The lines to be copied are those below that contain "Molino".
==== INPUT DATA
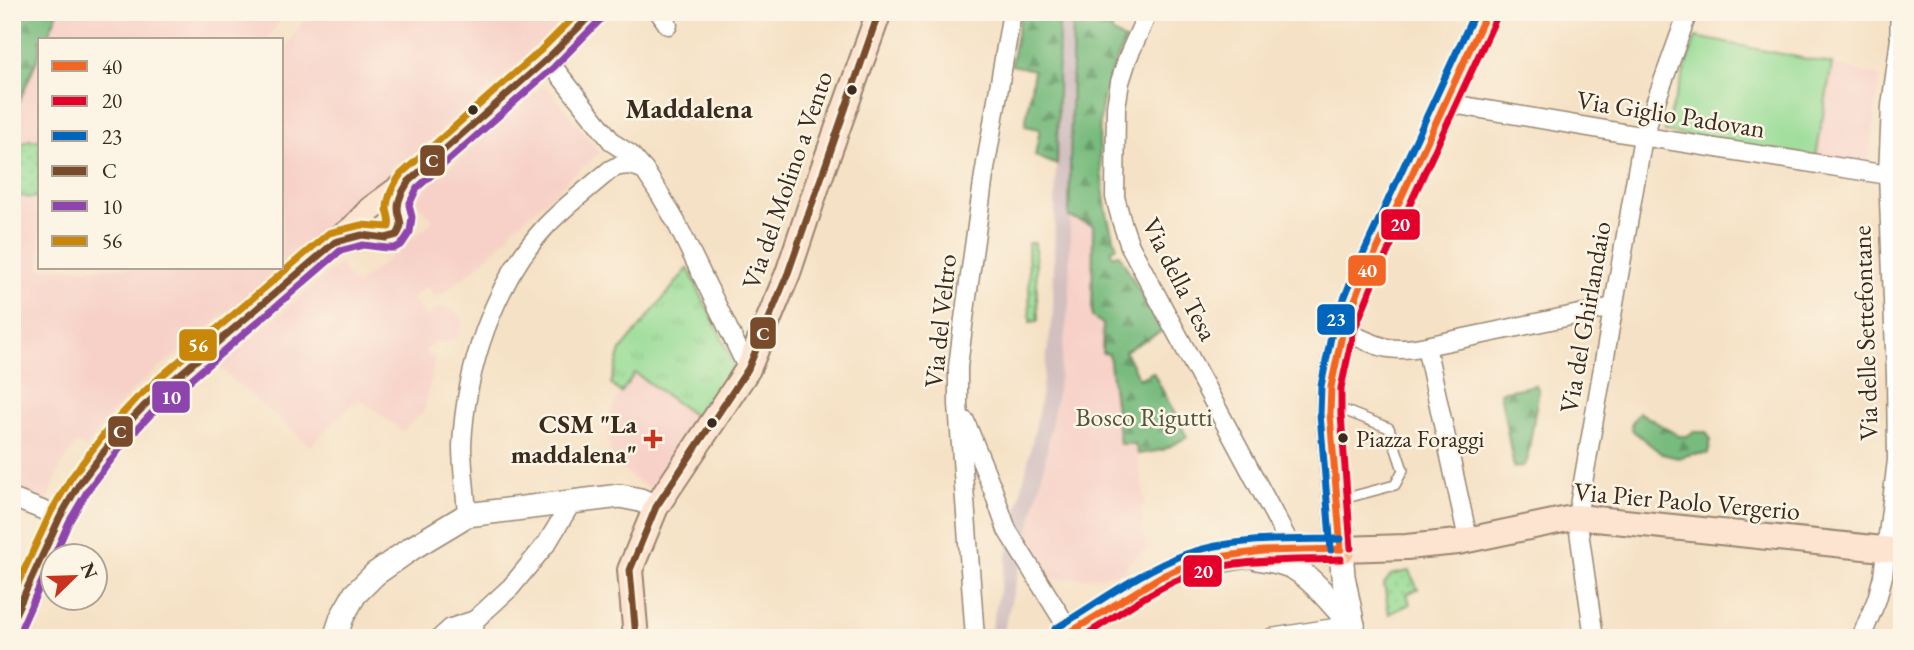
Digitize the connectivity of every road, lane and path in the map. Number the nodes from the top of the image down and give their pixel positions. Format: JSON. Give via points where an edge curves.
{"nodes":[{"id":1,"x":594,"y":12,"type":"edge"},
{"id":2,"x":879,"y":12,"type":"edge"},
{"id":3,"x":1012,"y":12,"type":"edge"},
{"id":4,"x":1148,"y":12,"type":"edge"},
{"id":5,"x":1487,"y":12,"type":"edge"},
{"id":6,"x":1688,"y":12,"type":"edge"},
{"id":7,"x":1901,"y":29,"type":"edge"},
{"id":8,"x":547,"y":59,"type":"junction"},
{"id":9,"x":1446,"y":103,"type":"junction"},
{"id":10,"x":1896,"y":111,"type":"edge"},
{"id":11,"x":1643,"y":136,"type":"junction"},
{"id":12,"x":613,"y":143,"type":"junction"},
{"id":13,"x":610,"y":170,"type":"junction"},
{"id":14,"x":644,"y":170,"type":"junction"},
{"id":15,"x":1888,"y":175,"type":"junction"},
{"id":16,"x":1613,"y":307,"type":"junction"},
{"id":17,"x":1343,"y":330,"type":"junction"},
{"id":18,"x":1426,"y":346,"type":"junction"},
{"id":19,"x":748,"y":369,"type":"junction"},
{"id":20,"x":958,"y":404,"type":"junction"},
{"id":21,"x":1330,"y":405,"type":"junction"},
{"id":22,"x":12,"y":498,"type":"edge"},
{"id":23,"x":1337,"y":500,"type":"junction"},
{"id":24,"x":572,"y":502,"type":"junction"},
{"id":25,"x":656,"y":507,"type":"junction"},
{"id":26,"x":467,"y":515,"type":"junction"},
{"id":27,"x":60,"y":517,"type":"junction"},
{"id":28,"x":1577,"y":517,"type":"junction"},
{"id":29,"x":1468,"y":540,"type":"junction"},
{"id":30,"x":1293,"y":550,"type":"junction"},
{"id":31,"x":1341,"y":550,"type":"junction"},
{"id":32,"x":1894,"y":550,"type":"edge"},
{"id":33,"x":1212,"y":558,"type":"junction"},
{"id":34,"x":1160,"y":577,"type":"tunnel mouth"},
{"id":35,"x":12,"y":622,"type":"edge"},
{"id":36,"x":474,"y":629,"type":"edge"},
{"id":37,"x":1355,"y":632,"type":"edge"},
{"id":38,"x":335,"y":638,"type":"edge"},
{"id":39,"x":440,"y":638,"type":"edge"},
{"id":40,"x":636,"y":638,"type":"edge"},
{"id":41,"x":975,"y":638,"type":"edge"},
{"id":42,"x":1074,"y":638,"type":"edge"},
{"id":43,"x":1271,"y":638,"type":"edge"},
{"id":44,"x":1594,"y":638,"type":"edge"},
{"id":45,"x":1861,"y":638,"type":"edge"}],
"edges":[{"from":1,"to":8,"type":"main road"},
{"from":2,"to":19,"type":"main road","name":"Via del Molino a Vento","via":[[788,273]]},
{"from":3,"to":20,"type":"street","name":"Via del Veltro","via":[[963,326]]},
{"from":4,"to":30,"type":"street","name":"Via della Tesa","via":[[1128,57],[1116,107],[1115,197],[1122,223],[1130,246]]},
{"from":5,"to":9,"type":"main road"},
{"from":6,"to":11,"type":"street","name":"Via del Ghirlandaio"},
{"from":7,"to":10,"type":"street","name":"Via delle Settefontane"},
{"from":8,"to":12,"type":"street"},
{"from":8,"to":27,"type":"main road","via":[[409,181],[378,216],[335,242],[145,405],[79,484]]},
{"from":9,"to":11,"type":"street","name":"Via Giglio Padovan"},
{"from":9,"to":17,"type":"main road"},
{"from":10,"to":15,"type":"street","name":"Via delle Settefontane"},
{"from":11,"to":15,"type":"street","name":"Via Giglio Padovan"},
{"from":11,"to":16,"type":"street","name":"Via del Ghirlandaio"},
{"from":12,"to":13,"type":"street"},
{"from":12,"to":14,"type":"street"},
{"from":13,"to":14,"type":"street","via":[[626,165]]},
{"from":13,"to":26,"type":"street","via":[[546,226],[513,269],[491,313],[467,405],[462,447]]},
{"from":14,"to":19,"type":"street","via":[[676,222]]},
{"from":15,"to":32,"type":"street","name":"Via delle Settefontane","via":[[1898,429]]},
{"from":16,"to":18,"type":"street"},
{"from":16,"to":28,"type":"street","name":"Via del Ghirlandaio"},
{"from":17,"to":18,"type":"street","via":[[1392,350]]},
{"from":17,"to":21,"type":"main road"},
{"from":18,"to":29,"type":"street"},
{"from":19,"to":25,"type":"main road","name":"Via del Molino a Vento"},
{"from":20,"to":41,"type":"street","name":"Via del Veltro"},
{"from":20,"to":42,"type":"street","via":[[1007,530]]},
{"from":21,"to":23,"type":"main road"},
{"from":21,"to":23,"type":"lane","via":[[1389,428],[1403,470],[1395,485]]},
{"from":22,"to":27,"type":"street"},
{"from":23,"to":31,"type":"main road"},
{"from":24,"to":25,"type":"street","via":[[620,496]]},
{"from":24,"to":26,"type":"street"},
{"from":24,"to":36,"type":"street","via":[[547,543]]},
{"from":25,"to":40,"type":"main road","name":"Via del Molino a Vento","via":[[629,570]]},
{"from":26,"to":38,"type":"street","via":[[375,574],[355,594]]},
{"from":27,"to":35,"type":"main road"},
{"from":28,"to":29,"type":"main road","name":"Via Pier Paolo Vergerio"},
{"from":28,"to":32,"type":"main road","name":"Via Pier Paolo Vergerio"},
{"from":28,"to":44,"type":"street","name":"Via del Ghirlandaio"},
{"from":29,"to":31,"type":"main road","name":"Via Pier Paolo Vergerio"},
{"from":30,"to":31,"type":"main road"},
{"from":30,"to":33,"type":"main road"},
{"from":31,"to":37,"type":"street"},
{"from":32,"to":45,"type":"street","name":"Via delle Settefontane"},
{"from":33,"to":34,"type":"main road"},
{"from":33,"to":37,"type":"street","via":[[1249,557],[1292,568],[1309,580]]},
{"from":36,"to":39,"type":"street","via":[[451,628]]},
{"from":37,"to":43,"type":"street"}]}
========
# [THE ANSWER]
{"from":2,"to":19,"type":"main road","name":"Via del Molino a Vento","via":[[788,273]]},
{"from":19,"to":25,"type":"main road","name":"Via del Molino a Vento"},
{"from":25,"to":40,"type":"main road","name":"Via del Molino a Vento","via":[[629,570]]},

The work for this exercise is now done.